TASK INSTRUCTIONS => Among the entries that follow, count the lines that contain the word "main" and say how many there are, writing nothing else.

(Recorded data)
------------------------
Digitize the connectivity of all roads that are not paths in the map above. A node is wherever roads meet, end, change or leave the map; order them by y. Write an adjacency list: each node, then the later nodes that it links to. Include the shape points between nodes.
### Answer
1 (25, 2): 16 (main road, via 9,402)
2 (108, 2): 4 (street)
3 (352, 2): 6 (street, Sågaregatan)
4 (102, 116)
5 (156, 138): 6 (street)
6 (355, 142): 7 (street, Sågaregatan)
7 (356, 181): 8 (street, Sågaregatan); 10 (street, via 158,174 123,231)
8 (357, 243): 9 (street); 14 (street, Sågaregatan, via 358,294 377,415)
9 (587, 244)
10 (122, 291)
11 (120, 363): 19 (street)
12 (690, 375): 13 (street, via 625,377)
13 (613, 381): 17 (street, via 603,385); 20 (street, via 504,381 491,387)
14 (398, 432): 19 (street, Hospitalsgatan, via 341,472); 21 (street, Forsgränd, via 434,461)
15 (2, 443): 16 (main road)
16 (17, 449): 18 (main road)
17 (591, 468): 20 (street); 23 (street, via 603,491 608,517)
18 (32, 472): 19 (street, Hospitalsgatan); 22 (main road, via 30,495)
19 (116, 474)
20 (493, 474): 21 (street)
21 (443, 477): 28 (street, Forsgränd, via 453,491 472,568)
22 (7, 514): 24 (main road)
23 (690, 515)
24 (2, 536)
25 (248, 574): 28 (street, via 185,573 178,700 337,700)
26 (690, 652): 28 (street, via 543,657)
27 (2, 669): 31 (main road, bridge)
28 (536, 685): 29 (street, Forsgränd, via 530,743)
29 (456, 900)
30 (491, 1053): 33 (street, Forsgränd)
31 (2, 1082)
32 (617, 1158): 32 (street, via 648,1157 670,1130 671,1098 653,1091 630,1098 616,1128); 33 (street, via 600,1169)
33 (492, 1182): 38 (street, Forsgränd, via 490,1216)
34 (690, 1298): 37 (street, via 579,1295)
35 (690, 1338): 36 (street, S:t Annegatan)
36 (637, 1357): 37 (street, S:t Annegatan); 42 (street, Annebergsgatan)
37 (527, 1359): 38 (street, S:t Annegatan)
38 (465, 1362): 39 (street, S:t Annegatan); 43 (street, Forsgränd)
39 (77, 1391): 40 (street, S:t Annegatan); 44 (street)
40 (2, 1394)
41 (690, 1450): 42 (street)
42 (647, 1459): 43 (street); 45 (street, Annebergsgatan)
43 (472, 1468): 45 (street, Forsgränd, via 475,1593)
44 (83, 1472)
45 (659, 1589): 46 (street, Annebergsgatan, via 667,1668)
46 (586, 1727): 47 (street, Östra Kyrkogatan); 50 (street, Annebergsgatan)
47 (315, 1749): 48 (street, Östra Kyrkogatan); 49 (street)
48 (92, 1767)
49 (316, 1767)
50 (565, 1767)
------------------------
SOLUTION FOR THIS PROBLEM => 6